Every line of the listing is to be returned exactly as given.

◆ **Dataset entries**
►

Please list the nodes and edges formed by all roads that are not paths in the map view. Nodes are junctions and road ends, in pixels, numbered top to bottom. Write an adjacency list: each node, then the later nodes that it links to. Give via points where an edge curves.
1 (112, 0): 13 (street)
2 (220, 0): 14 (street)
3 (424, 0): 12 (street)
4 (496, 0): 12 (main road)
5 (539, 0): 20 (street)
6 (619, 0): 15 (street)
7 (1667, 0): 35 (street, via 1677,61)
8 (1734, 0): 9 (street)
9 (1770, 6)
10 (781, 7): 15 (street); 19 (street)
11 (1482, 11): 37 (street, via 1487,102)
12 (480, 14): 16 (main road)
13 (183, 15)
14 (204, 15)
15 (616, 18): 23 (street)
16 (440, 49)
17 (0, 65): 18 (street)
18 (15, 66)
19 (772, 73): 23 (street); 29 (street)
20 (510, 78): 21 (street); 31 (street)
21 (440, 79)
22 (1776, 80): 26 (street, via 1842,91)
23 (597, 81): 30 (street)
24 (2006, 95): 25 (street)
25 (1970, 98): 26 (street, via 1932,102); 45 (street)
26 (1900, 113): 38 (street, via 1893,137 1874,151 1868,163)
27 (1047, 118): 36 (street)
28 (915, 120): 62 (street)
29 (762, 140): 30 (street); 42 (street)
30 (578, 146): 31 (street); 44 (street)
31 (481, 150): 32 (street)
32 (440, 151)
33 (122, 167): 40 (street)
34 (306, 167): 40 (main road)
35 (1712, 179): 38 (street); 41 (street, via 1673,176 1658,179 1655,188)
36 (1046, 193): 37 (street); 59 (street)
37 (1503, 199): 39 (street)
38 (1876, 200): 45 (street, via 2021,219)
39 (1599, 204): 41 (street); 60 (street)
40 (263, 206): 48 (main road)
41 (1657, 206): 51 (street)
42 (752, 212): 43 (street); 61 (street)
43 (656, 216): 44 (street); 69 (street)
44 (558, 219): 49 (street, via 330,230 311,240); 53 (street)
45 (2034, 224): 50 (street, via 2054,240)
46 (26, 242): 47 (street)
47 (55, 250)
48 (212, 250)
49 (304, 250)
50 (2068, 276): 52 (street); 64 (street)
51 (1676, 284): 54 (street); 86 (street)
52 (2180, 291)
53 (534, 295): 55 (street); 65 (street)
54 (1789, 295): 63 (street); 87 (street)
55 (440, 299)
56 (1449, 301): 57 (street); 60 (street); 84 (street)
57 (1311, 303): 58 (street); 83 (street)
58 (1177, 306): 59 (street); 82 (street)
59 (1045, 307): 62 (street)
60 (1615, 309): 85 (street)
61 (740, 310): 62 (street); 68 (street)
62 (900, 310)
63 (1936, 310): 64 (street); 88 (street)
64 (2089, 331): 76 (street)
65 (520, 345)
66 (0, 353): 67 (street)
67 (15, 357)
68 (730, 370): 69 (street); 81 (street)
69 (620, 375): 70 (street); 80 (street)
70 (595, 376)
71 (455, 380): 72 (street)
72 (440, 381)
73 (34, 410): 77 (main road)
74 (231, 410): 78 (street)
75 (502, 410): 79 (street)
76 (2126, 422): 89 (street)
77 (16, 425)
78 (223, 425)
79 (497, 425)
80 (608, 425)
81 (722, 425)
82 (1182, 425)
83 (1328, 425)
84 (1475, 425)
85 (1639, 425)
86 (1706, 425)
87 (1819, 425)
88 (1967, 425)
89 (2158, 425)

◄

◆ **Answer**
Please list the nodes and edges formed by all roads that are not paths in the map view. Nodes are junctions and road ends, in pixels, numbered top to bottom. Write an adjacency list: each node, then the later nodes that it links to. Give via points where an edge curves.
1 (112, 0): 13 (street)
2 (220, 0): 14 (street)
3 (424, 0): 12 (street)
4 (496, 0): 12 (main road)
5 (539, 0): 20 (street)
6 (619, 0): 15 (street)
7 (1667, 0): 35 (street, via 1677,61)
8 (1734, 0): 9 (street)
9 (1770, 6)
10 (781, 7): 15 (street); 19 (street)
11 (1482, 11): 37 (street, via 1487,102)
12 (480, 14): 16 (main road)
13 (183, 15)
14 (204, 15)
15 (616, 18): 23 (street)
16 (440, 49)
17 (0, 65): 18 (street)
18 (15, 66)
19 (772, 73): 23 (street); 29 (street)
20 (510, 78): 21 (street); 31 (street)
21 (440, 79)
22 (1776, 80): 26 (street, via 1842,91)
23 (597, 81): 30 (street)
24 (2006, 95): 25 (street)
25 (1970, 98): 26 (street, via 1932,102); 45 (street)
26 (1900, 113): 38 (street, via 1893,137 1874,151 1868,163)
27 (1047, 118): 36 (street)
28 (915, 120): 62 (street)
29 (762, 140): 30 (street); 42 (street)
30 (578, 146): 31 (street); 44 (street)
31 (481, 150): 32 (street)
32 (440, 151)
33 (122, 167): 40 (street)
34 (306, 167): 40 (main road)
35 (1712, 179): 38 (street); 41 (street, via 1673,176 1658,179 1655,188)
36 (1046, 193): 37 (street); 59 (street)
37 (1503, 199): 39 (street)
38 (1876, 200): 45 (street, via 2021,219)
39 (1599, 204): 41 (street); 60 (street)
40 (263, 206): 48 (main road)
41 (1657, 206): 51 (street)
42 (752, 212): 43 (street); 61 (street)
43 (656, 216): 44 (street); 69 (street)
44 (558, 219): 49 (street, via 330,230 311,240); 53 (street)
45 (2034, 224): 50 (street, via 2054,240)
46 (26, 242): 47 (street)
47 (55, 250)
48 (212, 250)
49 (304, 250)
50 (2068, 276): 52 (street); 64 (street)
51 (1676, 284): 54 (street); 86 (street)
52 (2180, 291)
53 (534, 295): 55 (street); 65 (street)
54 (1789, 295): 63 (street); 87 (street)
55 (440, 299)
56 (1449, 301): 57 (street); 60 (street); 84 (street)
57 (1311, 303): 58 (street); 83 (street)
58 (1177, 306): 59 (street); 82 (street)
59 (1045, 307): 62 (street)
60 (1615, 309): 85 (street)
61 (740, 310): 62 (street); 68 (street)
62 (900, 310)
63 (1936, 310): 64 (street); 88 (street)
64 (2089, 331): 76 (street)
65 (520, 345)
66 (0, 353): 67 (street)
67 (15, 357)
68 (730, 370): 69 (street); 81 (street)
69 (620, 375): 70 (street); 80 (street)
70 (595, 376)
71 (455, 380): 72 (street)
72 (440, 381)
73 (34, 410): 77 (main road)
74 (231, 410): 78 (street)
75 (502, 410): 79 (street)
76 (2126, 422): 89 (street)
77 (16, 425)
78 (223, 425)
79 (497, 425)
80 (608, 425)
81 (722, 425)
82 (1182, 425)
83 (1328, 425)
84 (1475, 425)
85 (1639, 425)
86 (1706, 425)
87 (1819, 425)
88 (1967, 425)
89 (2158, 425)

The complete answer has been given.